The problem
Look for the word "Базарний" in the entries below, then copy every line that has it.

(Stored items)
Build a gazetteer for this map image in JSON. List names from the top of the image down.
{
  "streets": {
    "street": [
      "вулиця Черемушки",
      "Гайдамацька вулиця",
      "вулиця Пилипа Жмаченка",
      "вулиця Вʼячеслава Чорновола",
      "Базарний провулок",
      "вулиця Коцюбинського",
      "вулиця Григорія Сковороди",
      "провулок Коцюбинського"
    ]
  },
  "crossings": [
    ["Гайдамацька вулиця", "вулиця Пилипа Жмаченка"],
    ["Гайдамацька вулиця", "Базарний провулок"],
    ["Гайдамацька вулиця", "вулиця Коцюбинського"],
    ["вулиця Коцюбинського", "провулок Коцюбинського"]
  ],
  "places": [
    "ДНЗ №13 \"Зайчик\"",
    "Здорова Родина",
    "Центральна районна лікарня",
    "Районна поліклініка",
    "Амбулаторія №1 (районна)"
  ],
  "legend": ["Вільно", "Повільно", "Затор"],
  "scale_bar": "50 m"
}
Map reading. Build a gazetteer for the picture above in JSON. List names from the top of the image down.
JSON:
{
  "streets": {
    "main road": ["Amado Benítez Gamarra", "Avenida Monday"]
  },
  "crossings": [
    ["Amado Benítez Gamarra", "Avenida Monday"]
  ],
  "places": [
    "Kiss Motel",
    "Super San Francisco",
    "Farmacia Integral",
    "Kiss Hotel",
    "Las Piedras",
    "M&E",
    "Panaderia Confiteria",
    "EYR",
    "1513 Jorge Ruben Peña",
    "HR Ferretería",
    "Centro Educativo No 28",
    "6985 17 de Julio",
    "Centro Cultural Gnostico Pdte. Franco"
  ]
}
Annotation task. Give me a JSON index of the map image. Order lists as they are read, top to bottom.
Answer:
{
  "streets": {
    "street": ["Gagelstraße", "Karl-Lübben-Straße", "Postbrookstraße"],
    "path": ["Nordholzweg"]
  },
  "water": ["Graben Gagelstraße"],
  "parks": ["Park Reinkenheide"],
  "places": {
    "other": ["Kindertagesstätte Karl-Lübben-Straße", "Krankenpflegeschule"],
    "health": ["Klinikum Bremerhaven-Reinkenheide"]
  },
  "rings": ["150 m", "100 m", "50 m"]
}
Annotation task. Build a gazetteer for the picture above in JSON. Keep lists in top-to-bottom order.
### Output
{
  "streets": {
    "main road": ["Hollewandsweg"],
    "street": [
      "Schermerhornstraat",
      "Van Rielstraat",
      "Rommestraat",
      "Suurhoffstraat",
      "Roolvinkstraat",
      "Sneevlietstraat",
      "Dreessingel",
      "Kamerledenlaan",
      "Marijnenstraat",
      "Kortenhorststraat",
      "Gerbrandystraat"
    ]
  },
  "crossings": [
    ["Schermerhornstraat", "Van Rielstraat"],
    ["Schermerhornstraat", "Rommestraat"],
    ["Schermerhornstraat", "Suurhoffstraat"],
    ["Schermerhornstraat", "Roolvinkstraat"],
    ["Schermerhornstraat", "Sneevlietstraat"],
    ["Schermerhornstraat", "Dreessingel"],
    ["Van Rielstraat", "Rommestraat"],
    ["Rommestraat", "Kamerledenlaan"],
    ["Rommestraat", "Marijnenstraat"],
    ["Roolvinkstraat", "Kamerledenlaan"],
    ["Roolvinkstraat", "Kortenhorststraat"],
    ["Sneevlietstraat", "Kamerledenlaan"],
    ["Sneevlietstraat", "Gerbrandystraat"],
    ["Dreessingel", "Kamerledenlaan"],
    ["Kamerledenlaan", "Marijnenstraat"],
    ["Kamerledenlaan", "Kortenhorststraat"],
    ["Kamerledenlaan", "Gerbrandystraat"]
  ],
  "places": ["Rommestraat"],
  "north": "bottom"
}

Result for this task
      "Базарний провулок",
    ["Гайдамацька вулиця", "Базарний провулок"],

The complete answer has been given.